I have a 20 year old craftsman table saw that needs the arbor replaced. It seems to have excessive wear on the pully end. I have it disassembled and am looking at the arbor housing/assembly and have some questions. Hopefully someone with more experience can offer some suggestions. I have already ordered and received the required parts (arbor, bearings, clips…) but am not quite sure how to remove and install the bearings. I know that the bearing next to the blade is attached to the arbor with a clip so the arbor and bearing would need to be removed/installed as one piece but how do I do it? Press it out by pushing on the pulley side of the arbor? How do I remoe the pulley side bearing? Do the bearings need to be cooled or the casting heated? Is there any special precautions to take? Since it is a precision assembly how difficult is it to press the bearings in and keep it all flat? Any help or advise would be appreciated. I have found some older posts on this site that discuss this somewhat but I need a little more detail. Any way thanks to anyone who can help.


----------



## knotscott (Feb 27, 2009)

Sorry I'm not familiar with the procedure directly, but if your saw was an Emerson made contractor saw, it's very similar to the Ridgid contractor saw which had an arbor recall. I seem to recall several posts about changing out that arbor at the Ridgid.com forum. You might poke around there for some tips on the procedure.


----------



## KTMM (Aug 28, 2009)

Check out my blog in progress…... I'm working on restoring a 50's craftsman saw. A lot of the craftsman saws up until the 80's were built in similar fashion. With my arbor, I had to remove several clips and used a rubber mallet to tap the shaft out in one direction, remove a bearing, then tap the rest of the arbor out the other direction. Also, make sure you look at searspartdirect.com they're pretty good about keeping the assembly diagrams for most every tool that Sears has sold.


----------



## Broglea (Dec 9, 2009)

I ended up buying the whole assemply after I tried tapping the bearings loose and cracked the housing on mine. I guess I tapped a little too hard. Let us know how you make out.


----------



## knotscott (Feb 27, 2009)

Still with us linesoflux?


----------



## EEngineer (Jul 4, 2008)

Try this

If you are talking about the 10" saws made by Emerson (113.XXXX), they are all built like this and bearing replacement is fairly easy.
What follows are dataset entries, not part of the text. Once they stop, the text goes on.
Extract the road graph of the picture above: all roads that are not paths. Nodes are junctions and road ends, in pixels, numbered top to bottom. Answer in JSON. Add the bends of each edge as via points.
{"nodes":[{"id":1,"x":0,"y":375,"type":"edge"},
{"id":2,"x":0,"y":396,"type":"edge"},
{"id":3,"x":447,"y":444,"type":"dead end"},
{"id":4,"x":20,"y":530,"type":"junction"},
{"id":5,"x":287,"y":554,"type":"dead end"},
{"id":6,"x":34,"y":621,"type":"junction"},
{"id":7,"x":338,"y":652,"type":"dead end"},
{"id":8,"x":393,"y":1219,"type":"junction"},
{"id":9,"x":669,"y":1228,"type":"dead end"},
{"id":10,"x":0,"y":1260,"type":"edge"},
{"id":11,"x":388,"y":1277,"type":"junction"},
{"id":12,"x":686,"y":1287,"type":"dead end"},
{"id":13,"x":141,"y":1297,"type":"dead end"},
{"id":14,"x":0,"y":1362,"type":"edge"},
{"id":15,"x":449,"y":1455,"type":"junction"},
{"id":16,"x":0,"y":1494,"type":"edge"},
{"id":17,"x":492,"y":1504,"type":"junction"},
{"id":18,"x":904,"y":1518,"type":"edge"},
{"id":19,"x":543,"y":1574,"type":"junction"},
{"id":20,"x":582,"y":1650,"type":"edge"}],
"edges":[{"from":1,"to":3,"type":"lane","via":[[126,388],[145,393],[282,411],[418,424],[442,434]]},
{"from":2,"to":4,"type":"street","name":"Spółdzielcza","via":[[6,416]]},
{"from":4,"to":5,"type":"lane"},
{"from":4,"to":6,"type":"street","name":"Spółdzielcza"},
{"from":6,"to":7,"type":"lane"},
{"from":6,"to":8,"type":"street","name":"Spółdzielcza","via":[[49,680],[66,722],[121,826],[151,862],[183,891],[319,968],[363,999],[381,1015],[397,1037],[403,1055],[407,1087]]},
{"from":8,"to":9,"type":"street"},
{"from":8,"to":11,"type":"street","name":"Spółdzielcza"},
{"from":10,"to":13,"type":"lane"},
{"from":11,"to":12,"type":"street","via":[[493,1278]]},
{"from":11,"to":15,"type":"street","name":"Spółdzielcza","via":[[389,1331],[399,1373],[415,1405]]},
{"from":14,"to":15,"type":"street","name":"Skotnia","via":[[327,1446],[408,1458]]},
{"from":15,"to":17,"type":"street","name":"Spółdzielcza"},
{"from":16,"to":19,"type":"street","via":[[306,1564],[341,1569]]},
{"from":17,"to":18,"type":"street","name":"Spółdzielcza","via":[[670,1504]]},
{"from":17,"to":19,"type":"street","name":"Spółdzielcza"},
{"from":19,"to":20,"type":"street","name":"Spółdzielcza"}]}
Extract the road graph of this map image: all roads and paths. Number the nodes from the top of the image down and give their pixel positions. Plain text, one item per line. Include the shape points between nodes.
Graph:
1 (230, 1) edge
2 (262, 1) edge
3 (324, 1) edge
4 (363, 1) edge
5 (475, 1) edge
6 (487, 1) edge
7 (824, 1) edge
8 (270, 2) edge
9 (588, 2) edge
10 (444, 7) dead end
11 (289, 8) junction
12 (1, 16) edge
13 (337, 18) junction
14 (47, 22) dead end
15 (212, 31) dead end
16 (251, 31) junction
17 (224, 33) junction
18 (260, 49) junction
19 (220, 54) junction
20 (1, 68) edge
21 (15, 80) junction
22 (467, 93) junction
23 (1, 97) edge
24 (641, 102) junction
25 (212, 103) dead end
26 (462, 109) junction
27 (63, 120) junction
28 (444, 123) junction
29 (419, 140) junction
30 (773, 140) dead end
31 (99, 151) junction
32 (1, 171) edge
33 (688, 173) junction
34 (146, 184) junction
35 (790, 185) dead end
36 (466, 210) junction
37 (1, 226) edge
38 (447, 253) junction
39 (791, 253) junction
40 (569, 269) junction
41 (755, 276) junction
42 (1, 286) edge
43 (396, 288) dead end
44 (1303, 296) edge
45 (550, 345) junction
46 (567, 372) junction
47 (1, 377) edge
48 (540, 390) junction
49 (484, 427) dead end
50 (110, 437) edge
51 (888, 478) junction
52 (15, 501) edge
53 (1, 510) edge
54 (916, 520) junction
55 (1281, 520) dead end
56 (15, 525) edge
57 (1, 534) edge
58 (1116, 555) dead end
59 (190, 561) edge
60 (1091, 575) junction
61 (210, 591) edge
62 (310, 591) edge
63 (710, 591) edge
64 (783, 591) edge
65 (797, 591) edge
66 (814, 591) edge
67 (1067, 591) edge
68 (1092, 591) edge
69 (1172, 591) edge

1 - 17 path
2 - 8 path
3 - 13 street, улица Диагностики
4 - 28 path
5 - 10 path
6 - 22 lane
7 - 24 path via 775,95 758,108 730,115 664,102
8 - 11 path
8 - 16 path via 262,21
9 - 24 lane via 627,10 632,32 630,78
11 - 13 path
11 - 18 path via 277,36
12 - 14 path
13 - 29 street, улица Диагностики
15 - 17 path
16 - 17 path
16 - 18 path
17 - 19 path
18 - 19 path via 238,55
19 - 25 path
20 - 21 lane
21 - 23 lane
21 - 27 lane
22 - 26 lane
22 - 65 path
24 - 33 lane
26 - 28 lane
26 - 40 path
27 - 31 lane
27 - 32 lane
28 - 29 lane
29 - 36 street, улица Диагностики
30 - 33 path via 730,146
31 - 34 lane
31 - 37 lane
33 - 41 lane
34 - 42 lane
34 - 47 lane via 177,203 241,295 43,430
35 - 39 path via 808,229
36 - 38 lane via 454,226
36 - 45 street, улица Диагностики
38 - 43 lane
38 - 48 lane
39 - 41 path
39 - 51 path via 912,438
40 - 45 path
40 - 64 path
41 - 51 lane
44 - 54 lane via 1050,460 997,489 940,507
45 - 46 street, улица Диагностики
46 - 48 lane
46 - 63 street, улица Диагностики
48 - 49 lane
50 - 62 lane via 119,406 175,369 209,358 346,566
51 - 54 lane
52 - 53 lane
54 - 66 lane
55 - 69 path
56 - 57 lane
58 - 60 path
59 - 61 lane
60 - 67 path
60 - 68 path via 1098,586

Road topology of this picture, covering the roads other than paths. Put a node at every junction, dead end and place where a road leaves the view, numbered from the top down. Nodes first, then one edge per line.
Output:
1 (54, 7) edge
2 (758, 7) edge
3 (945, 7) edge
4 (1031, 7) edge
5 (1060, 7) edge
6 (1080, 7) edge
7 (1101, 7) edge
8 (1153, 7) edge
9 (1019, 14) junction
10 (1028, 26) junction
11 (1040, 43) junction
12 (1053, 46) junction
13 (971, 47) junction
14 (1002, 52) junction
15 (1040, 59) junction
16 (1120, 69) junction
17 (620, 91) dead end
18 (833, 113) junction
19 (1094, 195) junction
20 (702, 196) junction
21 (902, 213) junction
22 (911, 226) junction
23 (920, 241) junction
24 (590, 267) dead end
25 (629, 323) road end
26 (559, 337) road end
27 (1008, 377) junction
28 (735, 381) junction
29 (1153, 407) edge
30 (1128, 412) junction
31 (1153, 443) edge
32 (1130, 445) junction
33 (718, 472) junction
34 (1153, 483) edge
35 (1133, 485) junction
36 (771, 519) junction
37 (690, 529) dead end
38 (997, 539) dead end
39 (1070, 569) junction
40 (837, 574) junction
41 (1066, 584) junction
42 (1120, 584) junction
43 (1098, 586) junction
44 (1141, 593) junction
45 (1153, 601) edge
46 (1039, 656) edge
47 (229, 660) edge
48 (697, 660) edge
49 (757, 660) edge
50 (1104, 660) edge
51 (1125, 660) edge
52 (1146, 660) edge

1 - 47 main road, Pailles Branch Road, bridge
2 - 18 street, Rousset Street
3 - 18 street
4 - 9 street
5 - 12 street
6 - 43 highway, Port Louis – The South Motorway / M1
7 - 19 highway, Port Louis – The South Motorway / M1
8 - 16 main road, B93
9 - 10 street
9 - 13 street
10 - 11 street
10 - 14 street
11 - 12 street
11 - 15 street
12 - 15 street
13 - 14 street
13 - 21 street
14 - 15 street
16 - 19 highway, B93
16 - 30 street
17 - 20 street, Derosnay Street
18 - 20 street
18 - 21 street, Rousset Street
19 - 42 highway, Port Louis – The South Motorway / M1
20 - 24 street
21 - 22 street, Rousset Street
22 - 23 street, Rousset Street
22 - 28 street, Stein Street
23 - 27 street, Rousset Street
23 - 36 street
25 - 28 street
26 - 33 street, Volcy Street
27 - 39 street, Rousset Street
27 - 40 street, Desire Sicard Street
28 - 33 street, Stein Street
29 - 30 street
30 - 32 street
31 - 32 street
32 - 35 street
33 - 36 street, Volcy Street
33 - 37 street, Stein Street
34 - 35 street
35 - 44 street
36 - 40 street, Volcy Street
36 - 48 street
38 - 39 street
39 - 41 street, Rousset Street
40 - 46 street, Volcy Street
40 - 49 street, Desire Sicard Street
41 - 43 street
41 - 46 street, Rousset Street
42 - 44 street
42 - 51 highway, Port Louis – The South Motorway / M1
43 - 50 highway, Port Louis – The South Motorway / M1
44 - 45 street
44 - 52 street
If you are talking about one of the 8" saws made by King-Seeley (103.XXXX), then the bearing and shaft assembly is all one piece and much more difficult. On Mine, I took the easy way out and bought an entire arbor assembly from E-bay.


----------



## linesoflux (Oct 7, 2010)

Sorry for not getting back to you guys sooner… been side-tracked on other pressing demands. Anyway, based on advice from a friend I found a woodworking/machinery store that said that for $20 they could press in my bearing and abor. Well for that price I said sure, why not? Well, again I learned the hard lesson that the so-called professionals are not all that they are cracked up to be. They bitched the entire time about how difficult this was going to be and the price would be closer to $90. Well it ended up being "not so bad" and cost around $48. The job was far from what i expected and I had to do some repair work myself with help of a neighbor and his bearing press.

I finished up the saw and cut wood a few days ago. It seems to be good now, but I'm not sure about some potential blade wobble. I know it is a Craftsman and not a high end cabinet saw. I can't remember if I had some wobble pre-repair or not or if I am just noticing it now because of looking closer. I measured a blade width of 0.125 and checked a cut width and measured 0.145. I guess .020 is not that big a deal and it may just be an optical thing. Anyway, does anyone have a comment on this? Thanks…


----------